People huddled in the fortress for protection as the Romans attacked, but Vinokurov said they knew they were doomed. “We can say that these hoards were funeral sacrifices. It was obvious for the people that they were going to die shortly,” he wrote in an email to LiveScience. The siege and fall of the fortress occurred in AD 45.

Curiously, each hoard included exactly 55 coins minted by Mithridates VIII. “This is possibly just a simple coincidence, or perhaps these were equal sums received by the owners of these caskets from the supporters of Mithridates,” the team wrote in its paper.

A Greek lifestyle

Vinokurov’s team, including a number of volunteers, has been exploring Artezian since 1989 and has found that the people of the settlement followed a culture that was distinctly Greek. The population’s ethnicity was mixed, Vinokurov wrote, “but their culture was pure Greek. They spoke Greek language, had Greek school; the architecture and fortification were Greek as well. They were Hellenes by culture but not that pure by blood.”

Greeks are known to have created colonies on the Black Sea centuries earlier, intermarrying with the Crimeans. The customs and art forms they introduced appear to have persisted through the ages despite being practiced nearly 600 miles (1,000 kilometers) from Greece itself.

This Greek influence can be seen in the treasures the people of Artezian buried.

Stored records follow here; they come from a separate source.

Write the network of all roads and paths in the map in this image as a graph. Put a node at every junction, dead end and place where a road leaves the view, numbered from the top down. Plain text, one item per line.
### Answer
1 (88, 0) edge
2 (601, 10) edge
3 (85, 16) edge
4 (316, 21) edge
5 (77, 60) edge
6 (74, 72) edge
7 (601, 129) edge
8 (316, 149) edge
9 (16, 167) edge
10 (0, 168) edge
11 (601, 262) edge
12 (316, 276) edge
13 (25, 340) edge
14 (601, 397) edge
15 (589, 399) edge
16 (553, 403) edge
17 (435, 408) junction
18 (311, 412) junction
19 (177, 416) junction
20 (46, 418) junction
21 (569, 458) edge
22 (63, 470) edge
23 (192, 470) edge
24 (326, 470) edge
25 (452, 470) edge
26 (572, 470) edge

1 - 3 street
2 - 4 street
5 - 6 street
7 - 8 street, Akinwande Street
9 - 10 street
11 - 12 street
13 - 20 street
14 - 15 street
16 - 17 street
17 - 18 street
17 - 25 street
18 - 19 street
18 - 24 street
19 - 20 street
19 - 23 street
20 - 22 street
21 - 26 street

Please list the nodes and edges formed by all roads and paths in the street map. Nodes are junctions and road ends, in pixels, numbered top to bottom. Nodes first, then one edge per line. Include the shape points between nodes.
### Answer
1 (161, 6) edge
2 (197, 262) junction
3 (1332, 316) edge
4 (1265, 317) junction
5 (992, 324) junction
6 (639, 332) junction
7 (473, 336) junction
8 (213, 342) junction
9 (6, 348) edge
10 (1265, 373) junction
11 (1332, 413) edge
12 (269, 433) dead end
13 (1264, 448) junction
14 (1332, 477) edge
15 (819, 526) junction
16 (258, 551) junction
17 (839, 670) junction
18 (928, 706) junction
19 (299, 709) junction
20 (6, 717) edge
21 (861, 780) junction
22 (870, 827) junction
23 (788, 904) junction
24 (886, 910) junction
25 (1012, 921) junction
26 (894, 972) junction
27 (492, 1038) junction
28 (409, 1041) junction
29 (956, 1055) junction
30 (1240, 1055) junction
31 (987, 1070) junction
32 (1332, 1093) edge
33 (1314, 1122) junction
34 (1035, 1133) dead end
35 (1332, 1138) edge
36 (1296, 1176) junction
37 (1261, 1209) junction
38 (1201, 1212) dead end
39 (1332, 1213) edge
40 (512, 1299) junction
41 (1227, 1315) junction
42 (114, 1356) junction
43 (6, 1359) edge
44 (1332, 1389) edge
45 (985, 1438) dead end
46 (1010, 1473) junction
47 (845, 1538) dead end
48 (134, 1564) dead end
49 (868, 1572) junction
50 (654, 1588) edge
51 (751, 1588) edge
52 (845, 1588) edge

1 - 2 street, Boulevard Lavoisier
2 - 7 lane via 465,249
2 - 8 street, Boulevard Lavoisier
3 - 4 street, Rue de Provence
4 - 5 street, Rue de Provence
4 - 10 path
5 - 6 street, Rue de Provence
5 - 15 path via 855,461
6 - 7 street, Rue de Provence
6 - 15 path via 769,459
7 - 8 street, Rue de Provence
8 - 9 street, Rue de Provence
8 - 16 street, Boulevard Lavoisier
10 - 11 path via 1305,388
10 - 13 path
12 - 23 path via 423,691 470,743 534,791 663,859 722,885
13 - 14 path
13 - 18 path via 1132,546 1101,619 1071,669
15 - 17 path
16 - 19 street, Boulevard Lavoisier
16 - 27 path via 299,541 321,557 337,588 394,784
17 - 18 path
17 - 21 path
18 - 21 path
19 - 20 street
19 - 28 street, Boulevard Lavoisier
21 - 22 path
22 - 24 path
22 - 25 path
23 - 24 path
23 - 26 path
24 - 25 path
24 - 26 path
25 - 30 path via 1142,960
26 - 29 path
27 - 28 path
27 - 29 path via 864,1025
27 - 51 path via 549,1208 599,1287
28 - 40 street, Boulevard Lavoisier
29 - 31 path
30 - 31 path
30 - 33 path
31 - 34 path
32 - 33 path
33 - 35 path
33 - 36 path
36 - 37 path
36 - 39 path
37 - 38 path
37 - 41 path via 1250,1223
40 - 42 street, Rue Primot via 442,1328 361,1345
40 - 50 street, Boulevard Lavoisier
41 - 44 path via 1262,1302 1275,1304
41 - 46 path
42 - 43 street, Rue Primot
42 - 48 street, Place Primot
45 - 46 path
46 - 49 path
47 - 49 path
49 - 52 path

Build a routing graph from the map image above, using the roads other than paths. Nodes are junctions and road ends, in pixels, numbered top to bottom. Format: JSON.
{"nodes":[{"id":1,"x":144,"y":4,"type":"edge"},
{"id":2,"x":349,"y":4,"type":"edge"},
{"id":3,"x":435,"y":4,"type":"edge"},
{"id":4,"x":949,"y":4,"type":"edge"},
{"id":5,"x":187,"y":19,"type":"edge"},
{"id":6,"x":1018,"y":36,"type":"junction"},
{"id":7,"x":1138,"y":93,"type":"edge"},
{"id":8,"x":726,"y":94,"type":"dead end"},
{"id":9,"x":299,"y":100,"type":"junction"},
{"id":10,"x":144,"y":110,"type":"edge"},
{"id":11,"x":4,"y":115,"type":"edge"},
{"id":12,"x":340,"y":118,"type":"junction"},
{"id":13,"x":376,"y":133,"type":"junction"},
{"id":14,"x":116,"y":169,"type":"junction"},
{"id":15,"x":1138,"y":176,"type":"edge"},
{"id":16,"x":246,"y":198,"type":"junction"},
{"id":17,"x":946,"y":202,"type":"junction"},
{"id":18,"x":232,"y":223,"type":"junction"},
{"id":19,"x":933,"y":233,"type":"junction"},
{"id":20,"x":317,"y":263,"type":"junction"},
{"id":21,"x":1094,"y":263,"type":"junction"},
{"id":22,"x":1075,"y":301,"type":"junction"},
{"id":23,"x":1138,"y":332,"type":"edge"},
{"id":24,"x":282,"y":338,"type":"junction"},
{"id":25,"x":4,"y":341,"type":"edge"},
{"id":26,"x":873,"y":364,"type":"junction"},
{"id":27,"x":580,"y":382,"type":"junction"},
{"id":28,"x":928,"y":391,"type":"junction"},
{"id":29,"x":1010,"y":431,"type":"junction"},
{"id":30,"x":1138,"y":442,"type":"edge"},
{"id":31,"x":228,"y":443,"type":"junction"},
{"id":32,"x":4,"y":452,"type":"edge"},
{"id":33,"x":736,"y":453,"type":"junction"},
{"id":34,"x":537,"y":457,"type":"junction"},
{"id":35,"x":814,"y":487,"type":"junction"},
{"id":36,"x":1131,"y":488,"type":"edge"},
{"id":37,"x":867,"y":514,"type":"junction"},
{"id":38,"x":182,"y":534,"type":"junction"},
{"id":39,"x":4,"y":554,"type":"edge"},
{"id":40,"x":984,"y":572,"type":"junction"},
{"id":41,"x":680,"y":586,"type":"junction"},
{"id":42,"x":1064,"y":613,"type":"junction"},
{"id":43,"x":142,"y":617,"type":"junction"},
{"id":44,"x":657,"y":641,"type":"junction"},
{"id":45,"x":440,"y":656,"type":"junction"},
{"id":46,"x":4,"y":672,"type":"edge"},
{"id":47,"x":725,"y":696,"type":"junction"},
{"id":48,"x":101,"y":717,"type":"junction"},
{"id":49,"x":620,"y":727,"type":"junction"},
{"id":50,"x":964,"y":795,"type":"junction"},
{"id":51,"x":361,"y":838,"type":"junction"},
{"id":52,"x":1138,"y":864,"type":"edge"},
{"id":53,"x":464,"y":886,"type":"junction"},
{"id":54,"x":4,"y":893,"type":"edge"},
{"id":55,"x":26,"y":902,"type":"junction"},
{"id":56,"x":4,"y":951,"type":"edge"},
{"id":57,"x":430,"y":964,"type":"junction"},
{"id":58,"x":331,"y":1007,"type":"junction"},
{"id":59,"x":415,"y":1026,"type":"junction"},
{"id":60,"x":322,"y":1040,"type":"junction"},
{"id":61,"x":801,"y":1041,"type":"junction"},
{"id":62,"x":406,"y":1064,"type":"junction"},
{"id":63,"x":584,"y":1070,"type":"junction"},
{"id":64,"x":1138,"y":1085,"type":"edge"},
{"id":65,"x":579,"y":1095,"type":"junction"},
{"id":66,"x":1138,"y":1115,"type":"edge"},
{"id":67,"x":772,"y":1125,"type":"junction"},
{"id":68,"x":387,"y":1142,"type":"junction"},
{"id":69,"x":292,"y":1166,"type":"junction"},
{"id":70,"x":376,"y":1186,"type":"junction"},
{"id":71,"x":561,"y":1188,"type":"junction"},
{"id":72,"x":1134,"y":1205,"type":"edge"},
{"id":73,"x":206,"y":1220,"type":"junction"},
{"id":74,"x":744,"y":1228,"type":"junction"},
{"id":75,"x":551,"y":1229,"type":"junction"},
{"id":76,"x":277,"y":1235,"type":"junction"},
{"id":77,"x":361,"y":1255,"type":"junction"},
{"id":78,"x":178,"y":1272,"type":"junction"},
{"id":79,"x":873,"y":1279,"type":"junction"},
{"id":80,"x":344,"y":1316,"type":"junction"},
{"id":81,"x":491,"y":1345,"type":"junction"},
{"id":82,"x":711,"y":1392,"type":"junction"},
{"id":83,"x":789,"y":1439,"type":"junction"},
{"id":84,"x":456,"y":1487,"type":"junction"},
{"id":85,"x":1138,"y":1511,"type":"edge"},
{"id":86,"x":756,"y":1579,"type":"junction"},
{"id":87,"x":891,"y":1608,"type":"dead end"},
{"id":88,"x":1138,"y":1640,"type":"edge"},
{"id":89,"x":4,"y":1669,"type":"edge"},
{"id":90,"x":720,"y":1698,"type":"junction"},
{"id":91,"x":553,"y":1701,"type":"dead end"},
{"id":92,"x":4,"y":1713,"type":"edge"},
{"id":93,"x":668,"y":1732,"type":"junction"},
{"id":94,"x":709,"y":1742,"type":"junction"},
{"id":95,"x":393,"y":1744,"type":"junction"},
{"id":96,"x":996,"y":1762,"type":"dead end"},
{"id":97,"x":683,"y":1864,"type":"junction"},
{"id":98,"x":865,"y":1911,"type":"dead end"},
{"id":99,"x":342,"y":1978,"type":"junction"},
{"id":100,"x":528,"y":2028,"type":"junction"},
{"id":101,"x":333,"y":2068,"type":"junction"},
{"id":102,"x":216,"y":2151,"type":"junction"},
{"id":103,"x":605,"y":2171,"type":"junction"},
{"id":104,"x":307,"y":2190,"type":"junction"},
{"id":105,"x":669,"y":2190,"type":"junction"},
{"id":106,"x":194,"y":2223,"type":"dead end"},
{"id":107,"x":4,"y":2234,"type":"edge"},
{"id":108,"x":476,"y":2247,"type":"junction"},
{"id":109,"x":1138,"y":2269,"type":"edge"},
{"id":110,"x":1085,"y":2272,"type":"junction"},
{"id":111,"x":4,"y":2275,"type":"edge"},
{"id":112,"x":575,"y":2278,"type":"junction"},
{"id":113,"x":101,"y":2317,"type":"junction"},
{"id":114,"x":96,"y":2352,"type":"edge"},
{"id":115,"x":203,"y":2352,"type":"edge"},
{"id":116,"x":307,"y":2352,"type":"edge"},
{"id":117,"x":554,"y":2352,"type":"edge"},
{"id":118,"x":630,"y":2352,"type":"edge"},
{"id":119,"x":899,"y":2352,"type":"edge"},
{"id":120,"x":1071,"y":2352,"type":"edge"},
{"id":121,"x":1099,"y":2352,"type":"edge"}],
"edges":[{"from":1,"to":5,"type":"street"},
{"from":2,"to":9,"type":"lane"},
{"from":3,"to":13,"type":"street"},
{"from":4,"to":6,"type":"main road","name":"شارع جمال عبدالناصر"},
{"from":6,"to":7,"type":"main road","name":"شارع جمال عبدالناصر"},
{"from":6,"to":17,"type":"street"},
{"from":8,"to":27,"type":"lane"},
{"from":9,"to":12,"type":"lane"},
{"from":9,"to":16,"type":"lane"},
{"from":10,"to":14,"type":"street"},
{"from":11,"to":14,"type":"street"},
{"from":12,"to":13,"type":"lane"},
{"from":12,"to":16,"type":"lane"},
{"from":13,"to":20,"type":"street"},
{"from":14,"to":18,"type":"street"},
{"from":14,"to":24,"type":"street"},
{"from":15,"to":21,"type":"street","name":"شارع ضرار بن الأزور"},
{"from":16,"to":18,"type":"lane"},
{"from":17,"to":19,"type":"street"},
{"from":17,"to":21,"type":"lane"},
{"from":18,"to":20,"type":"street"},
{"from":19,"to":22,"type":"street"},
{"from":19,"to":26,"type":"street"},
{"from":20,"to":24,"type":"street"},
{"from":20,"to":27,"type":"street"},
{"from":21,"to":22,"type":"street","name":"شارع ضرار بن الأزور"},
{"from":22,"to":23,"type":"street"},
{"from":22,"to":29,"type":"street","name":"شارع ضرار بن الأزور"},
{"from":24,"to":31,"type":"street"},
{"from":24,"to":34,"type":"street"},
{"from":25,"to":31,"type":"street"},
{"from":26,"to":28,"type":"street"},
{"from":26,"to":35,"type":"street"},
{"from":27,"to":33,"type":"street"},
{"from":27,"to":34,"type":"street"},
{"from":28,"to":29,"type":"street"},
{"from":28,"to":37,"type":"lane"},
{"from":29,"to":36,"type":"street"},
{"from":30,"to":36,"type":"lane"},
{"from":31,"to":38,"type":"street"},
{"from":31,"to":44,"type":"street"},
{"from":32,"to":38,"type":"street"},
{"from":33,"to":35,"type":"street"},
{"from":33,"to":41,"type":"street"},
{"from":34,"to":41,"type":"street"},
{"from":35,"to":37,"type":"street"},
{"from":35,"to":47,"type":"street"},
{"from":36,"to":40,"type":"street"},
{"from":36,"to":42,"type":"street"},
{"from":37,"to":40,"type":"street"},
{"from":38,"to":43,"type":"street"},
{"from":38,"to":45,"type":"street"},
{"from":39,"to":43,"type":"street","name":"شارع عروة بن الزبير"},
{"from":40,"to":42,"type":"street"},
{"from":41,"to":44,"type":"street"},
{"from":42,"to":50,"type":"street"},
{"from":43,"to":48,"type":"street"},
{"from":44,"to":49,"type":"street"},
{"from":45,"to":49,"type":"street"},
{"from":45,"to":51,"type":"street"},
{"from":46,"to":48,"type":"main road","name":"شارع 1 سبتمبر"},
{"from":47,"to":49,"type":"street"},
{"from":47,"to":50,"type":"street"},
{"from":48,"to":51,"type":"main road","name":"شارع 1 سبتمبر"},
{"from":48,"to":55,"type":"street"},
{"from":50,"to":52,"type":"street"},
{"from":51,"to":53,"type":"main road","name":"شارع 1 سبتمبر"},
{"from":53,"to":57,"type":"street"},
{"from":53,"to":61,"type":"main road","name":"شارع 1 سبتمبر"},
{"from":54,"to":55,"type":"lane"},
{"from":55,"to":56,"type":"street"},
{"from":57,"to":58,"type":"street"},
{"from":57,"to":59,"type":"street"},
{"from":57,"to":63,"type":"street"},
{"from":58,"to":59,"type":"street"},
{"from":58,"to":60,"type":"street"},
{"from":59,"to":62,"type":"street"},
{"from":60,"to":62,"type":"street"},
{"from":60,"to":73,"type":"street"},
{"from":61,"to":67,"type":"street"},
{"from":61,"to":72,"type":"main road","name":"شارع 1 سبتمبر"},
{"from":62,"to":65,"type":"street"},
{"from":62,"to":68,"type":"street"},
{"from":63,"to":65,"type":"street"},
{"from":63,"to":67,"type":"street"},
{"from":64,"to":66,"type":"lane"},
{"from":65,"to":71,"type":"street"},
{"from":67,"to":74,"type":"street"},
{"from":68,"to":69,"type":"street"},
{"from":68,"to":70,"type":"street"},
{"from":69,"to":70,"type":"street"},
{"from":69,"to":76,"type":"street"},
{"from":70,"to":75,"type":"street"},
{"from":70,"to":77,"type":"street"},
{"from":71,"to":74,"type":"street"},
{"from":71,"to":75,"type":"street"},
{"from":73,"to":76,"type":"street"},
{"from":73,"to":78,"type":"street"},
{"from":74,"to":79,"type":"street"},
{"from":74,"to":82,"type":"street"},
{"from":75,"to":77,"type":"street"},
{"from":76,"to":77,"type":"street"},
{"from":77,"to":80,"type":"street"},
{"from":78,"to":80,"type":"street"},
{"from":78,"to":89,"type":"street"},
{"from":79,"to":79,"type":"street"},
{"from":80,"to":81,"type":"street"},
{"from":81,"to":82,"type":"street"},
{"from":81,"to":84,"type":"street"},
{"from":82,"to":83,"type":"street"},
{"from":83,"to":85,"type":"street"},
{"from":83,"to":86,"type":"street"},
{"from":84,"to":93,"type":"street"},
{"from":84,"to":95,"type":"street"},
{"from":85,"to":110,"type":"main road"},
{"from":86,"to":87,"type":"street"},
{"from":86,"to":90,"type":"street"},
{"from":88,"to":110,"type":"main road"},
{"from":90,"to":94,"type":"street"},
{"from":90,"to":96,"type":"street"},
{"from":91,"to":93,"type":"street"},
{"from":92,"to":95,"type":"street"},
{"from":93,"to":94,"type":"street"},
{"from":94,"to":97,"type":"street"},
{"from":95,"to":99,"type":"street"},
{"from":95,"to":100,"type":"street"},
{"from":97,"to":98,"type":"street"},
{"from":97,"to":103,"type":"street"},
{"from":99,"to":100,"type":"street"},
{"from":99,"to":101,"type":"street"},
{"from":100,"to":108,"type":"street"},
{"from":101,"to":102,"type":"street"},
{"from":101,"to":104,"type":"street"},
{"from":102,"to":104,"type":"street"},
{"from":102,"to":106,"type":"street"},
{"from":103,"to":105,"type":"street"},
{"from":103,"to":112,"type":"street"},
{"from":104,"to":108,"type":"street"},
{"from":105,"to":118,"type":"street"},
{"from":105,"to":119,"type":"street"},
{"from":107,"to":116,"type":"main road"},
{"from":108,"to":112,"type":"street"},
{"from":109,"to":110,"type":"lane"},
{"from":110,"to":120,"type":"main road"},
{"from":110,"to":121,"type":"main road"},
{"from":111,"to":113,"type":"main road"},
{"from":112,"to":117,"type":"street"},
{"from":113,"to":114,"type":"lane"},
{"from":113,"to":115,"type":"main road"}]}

Among them is a silver brooch engraved with an image of Aphrodite, the Greek goddess of love, and gold rings with gems engraved with images of Nemesis and Tyche, both Greek deities.

When archaeologists excavated other portions of the torched site they found more evidence of a Greek lifestyle.

“In the burnt level of the early citadel, many fragmentary small terra cotta figures were found depicting Demeter, Cora, Cybele, Aphrodite with a dolphin, Psyche and Eros, a maiden with gifts, Hermes, Attis, foot soldiers and warriors on horseback, semi-naked youths,” the researchers wrote in their paper, adding fragments of a miniature oinochoai (a form of Greek pottery) and small jugs for libations also were found.

All this was torched by the Romans and later rebuilt by Cotys I, who had been successfully enthroned by Rome. However the treasures of the earlier inhabitants remained undiscovered beneath the surface, a testament to a desperate stand against the growing power of Rome.